Pecos County Camptosaur Tracks
Historical marker location:In the arroyo southwest of this site are dinosaur tracks made 120 million years ago when area was part of sea that extended north from the Gulf of Mexico.
These tracks, embedded in rocks of the Comanchean Cretaceous period, were left by a Camptosaurus dinosaur, ancestor to the better known duck-billed Trachodon.
According to research, this plant-eating animal was about 20 feet long and ten feet tall. His hind legs were strong and longer than his arms which were used to grasp and tear food. His neck was short; head small; the tail long, perhaps equal in length to the body.

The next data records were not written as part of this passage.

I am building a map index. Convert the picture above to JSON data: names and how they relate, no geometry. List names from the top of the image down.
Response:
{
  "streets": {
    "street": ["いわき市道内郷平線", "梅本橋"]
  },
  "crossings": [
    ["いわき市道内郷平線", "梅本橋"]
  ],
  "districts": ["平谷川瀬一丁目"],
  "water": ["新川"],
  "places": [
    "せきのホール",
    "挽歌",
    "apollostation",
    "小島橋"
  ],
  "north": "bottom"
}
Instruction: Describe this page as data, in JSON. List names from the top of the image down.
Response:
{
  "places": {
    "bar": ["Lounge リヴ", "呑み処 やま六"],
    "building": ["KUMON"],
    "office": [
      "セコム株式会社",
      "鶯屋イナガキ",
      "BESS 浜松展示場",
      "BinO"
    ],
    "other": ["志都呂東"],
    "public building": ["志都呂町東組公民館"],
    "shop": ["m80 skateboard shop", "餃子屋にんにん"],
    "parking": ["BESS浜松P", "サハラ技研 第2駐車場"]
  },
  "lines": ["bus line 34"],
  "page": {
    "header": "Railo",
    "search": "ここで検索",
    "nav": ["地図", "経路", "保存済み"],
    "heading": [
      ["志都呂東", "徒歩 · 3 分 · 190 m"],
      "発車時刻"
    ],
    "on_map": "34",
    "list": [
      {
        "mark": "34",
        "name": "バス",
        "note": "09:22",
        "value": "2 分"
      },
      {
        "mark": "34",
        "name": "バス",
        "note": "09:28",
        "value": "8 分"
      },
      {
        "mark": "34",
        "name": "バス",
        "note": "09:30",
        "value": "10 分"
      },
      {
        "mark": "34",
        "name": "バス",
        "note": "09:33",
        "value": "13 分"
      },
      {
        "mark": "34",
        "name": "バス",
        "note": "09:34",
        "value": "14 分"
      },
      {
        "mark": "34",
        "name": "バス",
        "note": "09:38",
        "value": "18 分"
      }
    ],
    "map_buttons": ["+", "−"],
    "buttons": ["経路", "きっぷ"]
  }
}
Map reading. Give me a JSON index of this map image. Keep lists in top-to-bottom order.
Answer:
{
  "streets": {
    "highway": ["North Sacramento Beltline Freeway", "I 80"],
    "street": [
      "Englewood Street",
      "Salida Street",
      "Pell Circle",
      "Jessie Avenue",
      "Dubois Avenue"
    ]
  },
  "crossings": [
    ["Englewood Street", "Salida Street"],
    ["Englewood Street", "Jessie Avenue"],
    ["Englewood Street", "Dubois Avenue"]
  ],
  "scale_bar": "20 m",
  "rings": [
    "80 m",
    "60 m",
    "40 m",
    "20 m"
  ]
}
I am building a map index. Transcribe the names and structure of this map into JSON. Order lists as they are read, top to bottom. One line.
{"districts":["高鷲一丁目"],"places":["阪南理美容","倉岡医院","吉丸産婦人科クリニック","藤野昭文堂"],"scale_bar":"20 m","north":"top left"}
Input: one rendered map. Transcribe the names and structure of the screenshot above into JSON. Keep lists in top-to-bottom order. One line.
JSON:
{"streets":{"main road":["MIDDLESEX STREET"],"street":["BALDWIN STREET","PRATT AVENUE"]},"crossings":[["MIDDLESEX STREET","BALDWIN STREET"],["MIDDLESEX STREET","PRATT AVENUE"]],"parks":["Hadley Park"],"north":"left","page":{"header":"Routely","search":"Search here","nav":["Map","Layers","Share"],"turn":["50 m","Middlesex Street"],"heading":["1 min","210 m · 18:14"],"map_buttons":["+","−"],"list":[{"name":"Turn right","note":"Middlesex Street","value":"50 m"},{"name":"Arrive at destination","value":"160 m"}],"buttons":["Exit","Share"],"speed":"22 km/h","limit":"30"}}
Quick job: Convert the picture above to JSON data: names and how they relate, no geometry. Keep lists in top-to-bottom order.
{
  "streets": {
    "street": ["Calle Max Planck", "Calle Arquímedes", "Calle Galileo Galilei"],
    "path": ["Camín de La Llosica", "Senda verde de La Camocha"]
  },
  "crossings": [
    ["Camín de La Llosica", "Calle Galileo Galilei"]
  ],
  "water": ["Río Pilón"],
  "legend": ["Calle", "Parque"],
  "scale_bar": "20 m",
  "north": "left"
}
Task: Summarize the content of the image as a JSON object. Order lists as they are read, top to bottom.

Measurement of the exposed tracks (17 1/2 inches wide and 21 inches long) determine that this Camptosaur's stride was 5 ft. 10 inches from toe to heel; his pace, 11 ft. 8 in.
The shallow sea in which this dinosaur (and other forms of animal and plant life) lived and died was gradually covered by deposits of mineral-laden earth. As this area rose and settled through hundreds of centuries, the buried organic matter was gradually converted through chemical changes to vast resources of petroleum, natural gas and sulphur.
This Camptosaur's tracks remain to remind mankind of the prehistoric age in which the oil industry had its infant beginnings.